§ **Supplied information**:

__________

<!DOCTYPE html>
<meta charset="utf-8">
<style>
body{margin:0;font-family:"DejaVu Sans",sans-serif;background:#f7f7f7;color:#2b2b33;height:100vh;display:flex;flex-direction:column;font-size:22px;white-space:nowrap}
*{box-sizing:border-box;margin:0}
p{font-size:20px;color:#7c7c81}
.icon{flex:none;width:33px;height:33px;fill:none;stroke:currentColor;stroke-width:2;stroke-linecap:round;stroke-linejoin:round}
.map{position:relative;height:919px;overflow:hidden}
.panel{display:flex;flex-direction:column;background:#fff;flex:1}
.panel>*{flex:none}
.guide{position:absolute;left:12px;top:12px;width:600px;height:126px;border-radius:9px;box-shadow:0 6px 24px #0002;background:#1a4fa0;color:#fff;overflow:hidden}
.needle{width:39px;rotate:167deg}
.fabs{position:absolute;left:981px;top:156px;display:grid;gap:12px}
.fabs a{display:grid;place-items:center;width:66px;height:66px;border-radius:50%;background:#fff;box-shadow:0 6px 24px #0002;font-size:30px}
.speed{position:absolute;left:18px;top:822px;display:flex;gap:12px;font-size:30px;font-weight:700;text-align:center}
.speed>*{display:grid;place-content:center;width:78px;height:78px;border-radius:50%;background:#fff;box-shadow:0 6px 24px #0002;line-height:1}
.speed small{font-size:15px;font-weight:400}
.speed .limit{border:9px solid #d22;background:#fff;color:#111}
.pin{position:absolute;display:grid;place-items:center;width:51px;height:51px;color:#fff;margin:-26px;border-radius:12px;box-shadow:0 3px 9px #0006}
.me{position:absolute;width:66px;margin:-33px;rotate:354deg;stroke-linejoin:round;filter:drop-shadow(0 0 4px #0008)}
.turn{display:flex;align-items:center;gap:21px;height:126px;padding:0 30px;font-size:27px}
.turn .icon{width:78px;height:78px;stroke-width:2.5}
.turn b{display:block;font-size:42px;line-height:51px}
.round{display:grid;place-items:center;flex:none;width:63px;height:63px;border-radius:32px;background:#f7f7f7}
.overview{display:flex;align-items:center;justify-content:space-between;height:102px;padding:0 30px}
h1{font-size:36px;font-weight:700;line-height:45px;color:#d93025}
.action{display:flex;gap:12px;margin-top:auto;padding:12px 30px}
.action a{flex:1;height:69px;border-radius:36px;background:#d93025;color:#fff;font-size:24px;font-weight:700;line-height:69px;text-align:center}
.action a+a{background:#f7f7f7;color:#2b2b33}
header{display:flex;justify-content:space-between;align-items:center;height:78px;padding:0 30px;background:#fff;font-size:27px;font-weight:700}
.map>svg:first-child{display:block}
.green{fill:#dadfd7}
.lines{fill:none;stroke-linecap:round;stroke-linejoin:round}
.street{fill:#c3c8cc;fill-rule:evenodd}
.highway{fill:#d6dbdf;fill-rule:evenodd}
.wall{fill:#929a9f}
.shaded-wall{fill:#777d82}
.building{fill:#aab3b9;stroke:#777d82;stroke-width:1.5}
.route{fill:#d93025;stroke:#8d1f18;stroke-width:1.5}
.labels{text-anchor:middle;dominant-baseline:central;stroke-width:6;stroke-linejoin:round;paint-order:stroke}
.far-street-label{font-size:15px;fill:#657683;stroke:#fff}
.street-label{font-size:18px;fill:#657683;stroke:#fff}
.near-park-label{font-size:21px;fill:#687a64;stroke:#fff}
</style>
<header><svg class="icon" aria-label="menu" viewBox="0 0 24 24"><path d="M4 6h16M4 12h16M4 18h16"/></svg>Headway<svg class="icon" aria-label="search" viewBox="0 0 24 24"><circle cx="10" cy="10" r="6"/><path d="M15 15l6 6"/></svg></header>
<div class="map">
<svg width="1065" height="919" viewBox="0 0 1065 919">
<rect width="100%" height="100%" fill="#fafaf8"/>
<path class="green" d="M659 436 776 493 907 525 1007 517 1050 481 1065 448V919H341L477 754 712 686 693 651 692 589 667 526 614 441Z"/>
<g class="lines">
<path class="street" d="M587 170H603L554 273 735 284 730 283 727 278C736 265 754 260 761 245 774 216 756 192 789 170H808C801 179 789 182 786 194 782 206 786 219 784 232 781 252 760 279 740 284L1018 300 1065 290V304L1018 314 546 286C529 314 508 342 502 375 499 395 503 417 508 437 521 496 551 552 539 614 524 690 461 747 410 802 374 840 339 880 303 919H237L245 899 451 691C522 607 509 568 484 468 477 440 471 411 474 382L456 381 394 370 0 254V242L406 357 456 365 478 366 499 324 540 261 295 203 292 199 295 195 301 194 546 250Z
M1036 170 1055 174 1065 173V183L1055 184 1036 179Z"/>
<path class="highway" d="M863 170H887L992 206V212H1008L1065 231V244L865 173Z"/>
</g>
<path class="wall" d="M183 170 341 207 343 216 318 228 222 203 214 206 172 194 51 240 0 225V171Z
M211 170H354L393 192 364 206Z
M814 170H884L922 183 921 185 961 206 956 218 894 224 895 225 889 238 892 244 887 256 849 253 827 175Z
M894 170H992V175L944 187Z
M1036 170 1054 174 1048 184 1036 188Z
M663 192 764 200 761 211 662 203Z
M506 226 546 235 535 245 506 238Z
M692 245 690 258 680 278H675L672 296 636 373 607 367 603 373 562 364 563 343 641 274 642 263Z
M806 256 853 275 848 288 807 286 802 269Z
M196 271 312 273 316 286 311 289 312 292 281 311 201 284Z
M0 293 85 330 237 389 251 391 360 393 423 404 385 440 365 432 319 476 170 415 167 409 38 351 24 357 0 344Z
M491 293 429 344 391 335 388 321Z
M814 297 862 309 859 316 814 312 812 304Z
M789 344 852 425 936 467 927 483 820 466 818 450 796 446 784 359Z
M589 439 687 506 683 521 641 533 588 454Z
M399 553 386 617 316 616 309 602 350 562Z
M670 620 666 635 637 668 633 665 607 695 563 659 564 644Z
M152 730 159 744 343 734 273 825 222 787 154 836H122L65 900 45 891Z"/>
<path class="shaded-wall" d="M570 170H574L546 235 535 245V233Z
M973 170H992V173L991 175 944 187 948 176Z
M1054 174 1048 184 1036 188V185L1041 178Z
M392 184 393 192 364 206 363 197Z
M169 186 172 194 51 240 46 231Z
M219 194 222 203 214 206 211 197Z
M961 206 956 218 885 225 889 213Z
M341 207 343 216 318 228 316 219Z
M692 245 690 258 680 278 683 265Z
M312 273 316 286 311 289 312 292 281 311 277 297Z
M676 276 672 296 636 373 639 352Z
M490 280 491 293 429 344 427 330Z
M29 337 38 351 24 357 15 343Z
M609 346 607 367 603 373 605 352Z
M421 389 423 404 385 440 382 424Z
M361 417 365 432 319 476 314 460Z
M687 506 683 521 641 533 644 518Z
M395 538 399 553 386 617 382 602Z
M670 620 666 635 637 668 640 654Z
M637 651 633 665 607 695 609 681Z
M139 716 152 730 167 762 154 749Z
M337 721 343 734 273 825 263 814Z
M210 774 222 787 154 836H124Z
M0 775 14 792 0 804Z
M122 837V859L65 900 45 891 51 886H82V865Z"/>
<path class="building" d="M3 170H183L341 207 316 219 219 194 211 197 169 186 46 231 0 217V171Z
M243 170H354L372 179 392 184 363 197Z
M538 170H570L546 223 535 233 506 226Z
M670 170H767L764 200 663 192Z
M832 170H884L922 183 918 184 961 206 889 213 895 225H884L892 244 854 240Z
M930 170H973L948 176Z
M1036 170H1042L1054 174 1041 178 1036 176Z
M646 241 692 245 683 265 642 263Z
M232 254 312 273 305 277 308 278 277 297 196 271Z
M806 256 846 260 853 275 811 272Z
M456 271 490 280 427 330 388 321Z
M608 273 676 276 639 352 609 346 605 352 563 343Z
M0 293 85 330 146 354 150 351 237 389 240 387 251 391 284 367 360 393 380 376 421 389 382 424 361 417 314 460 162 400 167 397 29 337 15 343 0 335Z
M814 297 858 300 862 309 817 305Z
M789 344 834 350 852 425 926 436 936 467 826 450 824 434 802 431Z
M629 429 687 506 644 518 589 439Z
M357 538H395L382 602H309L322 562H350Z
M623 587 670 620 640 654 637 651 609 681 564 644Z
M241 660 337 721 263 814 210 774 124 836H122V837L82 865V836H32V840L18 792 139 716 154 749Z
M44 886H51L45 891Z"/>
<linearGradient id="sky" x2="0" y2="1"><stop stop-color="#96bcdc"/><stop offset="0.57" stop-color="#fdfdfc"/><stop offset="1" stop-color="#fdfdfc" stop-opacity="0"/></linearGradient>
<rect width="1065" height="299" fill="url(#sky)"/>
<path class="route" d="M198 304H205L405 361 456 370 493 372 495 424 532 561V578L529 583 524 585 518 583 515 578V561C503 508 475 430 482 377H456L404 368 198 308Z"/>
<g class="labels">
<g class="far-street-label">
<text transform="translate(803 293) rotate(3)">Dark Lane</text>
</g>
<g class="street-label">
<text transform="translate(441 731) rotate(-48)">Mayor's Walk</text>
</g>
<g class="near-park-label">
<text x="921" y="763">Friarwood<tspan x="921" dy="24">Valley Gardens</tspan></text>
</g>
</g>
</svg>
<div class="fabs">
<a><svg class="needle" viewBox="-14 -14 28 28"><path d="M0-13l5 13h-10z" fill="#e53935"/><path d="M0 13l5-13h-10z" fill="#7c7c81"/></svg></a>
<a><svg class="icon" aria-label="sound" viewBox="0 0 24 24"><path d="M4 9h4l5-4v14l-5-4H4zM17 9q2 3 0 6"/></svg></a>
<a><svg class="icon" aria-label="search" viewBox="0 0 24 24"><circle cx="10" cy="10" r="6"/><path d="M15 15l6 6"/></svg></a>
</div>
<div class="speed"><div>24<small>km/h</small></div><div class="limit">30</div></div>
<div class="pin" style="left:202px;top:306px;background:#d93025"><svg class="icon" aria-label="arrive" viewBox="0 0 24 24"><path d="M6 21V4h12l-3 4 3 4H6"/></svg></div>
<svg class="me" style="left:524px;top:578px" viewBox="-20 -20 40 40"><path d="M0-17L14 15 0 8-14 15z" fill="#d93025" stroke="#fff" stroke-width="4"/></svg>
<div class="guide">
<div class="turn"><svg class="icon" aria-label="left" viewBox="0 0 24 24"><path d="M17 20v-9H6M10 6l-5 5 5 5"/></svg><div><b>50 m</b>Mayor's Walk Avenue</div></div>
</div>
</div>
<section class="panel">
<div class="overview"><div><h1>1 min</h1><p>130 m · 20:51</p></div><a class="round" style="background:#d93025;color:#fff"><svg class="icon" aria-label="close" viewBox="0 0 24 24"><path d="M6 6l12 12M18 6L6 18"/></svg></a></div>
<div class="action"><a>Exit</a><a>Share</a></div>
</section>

__________

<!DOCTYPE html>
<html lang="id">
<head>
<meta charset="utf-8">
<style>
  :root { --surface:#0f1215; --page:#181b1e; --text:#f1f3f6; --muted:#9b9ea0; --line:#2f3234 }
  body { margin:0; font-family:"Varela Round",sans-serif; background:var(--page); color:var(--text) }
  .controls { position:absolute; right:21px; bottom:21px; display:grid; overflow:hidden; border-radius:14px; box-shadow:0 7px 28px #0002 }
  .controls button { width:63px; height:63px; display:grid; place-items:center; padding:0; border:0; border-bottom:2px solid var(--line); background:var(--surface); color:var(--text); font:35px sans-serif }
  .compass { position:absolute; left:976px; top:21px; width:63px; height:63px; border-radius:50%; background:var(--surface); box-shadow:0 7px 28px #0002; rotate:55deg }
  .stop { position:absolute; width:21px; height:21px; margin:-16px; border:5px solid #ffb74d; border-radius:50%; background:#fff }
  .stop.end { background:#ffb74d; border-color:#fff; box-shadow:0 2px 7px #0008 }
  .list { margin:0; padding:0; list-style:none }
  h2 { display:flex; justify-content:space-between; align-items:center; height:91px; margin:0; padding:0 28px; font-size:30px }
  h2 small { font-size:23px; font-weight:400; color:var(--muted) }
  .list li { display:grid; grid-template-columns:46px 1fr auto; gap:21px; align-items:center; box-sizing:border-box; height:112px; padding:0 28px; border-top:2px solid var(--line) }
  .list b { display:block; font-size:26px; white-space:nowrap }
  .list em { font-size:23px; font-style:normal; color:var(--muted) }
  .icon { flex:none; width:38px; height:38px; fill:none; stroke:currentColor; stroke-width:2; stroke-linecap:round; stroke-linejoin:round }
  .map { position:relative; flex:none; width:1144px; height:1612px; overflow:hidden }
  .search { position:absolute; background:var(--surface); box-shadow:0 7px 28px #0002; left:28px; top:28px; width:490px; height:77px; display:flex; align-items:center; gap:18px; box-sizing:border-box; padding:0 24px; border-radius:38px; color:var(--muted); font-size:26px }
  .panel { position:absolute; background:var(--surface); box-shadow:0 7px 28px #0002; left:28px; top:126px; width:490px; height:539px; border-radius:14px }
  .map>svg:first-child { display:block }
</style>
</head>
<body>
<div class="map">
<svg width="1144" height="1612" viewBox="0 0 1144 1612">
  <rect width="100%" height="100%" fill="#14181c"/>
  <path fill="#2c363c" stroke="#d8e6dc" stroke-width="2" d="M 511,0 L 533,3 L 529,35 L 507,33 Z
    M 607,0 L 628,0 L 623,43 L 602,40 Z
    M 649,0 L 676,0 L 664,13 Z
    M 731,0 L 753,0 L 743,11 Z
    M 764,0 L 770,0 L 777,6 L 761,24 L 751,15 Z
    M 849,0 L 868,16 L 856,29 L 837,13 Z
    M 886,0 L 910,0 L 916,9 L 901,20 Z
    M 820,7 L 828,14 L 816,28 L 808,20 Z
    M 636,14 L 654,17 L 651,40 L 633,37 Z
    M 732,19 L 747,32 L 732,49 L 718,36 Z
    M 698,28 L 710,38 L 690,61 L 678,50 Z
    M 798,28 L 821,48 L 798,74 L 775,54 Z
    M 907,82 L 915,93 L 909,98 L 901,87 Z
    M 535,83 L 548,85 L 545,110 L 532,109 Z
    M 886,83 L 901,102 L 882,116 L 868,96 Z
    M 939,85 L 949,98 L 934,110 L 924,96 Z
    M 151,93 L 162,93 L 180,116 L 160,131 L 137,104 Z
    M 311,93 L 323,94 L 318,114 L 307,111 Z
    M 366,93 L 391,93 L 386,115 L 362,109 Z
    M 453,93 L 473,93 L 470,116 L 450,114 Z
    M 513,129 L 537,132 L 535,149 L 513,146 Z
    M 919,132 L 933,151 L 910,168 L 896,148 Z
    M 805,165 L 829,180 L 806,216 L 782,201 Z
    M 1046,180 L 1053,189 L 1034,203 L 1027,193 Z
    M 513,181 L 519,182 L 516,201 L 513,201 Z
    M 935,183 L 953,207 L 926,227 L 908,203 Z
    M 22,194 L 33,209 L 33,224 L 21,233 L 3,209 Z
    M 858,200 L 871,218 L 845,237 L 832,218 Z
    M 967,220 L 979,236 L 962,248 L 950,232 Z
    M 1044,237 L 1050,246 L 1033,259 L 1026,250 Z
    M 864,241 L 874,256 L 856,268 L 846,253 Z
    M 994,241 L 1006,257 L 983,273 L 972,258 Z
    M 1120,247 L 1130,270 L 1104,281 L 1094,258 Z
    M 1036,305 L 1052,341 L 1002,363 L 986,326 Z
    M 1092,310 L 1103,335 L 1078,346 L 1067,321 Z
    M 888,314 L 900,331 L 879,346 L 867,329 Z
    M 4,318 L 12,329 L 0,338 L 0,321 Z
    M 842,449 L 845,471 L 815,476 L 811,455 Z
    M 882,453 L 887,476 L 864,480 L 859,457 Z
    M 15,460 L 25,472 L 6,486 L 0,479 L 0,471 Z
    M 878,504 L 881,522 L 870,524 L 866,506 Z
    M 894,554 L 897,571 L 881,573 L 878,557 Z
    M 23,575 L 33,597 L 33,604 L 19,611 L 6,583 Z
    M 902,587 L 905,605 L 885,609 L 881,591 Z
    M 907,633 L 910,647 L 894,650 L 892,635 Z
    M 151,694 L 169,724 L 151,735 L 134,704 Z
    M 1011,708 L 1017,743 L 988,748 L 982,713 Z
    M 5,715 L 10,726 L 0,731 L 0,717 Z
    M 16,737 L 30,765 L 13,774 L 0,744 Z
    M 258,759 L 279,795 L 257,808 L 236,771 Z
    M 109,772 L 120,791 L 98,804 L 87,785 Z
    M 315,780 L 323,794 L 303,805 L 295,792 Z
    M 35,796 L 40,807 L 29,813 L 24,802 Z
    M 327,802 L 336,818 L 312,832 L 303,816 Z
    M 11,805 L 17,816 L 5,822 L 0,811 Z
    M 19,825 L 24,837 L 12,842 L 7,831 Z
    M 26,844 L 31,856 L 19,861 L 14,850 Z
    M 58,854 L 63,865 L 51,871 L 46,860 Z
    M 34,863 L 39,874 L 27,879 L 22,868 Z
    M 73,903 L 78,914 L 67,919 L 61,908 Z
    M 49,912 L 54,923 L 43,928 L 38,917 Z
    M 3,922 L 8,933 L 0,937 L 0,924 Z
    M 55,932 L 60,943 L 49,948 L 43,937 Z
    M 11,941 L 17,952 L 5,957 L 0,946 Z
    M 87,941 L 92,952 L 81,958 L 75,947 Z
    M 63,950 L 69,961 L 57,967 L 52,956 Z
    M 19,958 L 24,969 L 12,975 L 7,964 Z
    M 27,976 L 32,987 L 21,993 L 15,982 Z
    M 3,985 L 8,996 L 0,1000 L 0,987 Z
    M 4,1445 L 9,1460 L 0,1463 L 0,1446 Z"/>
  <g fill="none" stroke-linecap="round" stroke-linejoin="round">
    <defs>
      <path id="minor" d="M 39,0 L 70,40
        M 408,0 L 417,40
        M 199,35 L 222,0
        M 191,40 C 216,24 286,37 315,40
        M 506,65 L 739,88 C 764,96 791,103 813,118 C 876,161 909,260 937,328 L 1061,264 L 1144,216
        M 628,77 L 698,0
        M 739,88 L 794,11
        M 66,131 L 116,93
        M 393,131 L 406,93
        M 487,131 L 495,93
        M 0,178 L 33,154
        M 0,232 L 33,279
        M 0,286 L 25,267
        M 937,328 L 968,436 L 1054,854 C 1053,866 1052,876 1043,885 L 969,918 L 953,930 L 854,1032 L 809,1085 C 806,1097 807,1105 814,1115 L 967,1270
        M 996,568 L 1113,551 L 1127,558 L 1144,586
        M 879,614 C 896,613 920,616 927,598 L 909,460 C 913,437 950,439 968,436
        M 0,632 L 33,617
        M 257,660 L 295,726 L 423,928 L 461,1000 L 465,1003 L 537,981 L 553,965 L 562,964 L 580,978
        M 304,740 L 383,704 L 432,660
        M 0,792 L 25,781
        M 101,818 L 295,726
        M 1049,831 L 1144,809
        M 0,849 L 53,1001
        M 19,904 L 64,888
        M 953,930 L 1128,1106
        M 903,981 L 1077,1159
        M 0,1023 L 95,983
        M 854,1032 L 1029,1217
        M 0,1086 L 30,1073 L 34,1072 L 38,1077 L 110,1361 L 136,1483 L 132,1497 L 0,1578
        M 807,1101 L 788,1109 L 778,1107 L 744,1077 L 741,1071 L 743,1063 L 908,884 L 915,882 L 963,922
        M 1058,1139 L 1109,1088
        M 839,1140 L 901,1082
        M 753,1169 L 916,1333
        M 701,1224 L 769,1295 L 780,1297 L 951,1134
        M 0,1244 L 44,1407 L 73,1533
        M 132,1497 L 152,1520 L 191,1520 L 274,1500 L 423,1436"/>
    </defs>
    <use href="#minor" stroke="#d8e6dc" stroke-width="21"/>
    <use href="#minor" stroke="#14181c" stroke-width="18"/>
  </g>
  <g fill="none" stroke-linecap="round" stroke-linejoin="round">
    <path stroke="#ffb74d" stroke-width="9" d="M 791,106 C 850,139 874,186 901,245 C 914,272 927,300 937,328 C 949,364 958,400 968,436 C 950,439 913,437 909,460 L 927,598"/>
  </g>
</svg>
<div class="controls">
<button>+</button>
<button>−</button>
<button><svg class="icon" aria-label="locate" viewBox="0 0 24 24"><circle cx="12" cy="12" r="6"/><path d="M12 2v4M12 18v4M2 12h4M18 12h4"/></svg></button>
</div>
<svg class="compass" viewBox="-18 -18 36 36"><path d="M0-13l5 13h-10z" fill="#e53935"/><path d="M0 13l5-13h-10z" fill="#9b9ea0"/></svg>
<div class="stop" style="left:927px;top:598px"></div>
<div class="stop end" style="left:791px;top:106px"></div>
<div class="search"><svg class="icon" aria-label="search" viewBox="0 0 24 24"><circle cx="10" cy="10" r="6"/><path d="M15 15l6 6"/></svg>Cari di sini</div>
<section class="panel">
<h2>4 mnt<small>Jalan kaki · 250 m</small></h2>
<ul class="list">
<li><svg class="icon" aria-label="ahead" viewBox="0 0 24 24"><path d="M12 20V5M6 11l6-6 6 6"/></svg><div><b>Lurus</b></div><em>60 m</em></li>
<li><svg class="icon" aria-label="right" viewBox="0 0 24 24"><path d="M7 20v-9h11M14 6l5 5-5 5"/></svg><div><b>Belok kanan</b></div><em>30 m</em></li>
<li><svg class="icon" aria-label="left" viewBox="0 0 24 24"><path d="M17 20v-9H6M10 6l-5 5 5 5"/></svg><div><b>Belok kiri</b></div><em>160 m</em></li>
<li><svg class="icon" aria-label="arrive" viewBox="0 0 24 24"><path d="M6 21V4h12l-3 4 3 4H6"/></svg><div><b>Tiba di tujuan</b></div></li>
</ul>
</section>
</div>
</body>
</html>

__________

§ **Task requirements**: Report the lines above that have the word "limit" in them.

§ **Response for this exercise**:
.speed .limit{border:9px solid #d22;background:#fff;color:#111}
<div class="speed"><div>24<small>km/h</small></div><div class="limit">30</div></div>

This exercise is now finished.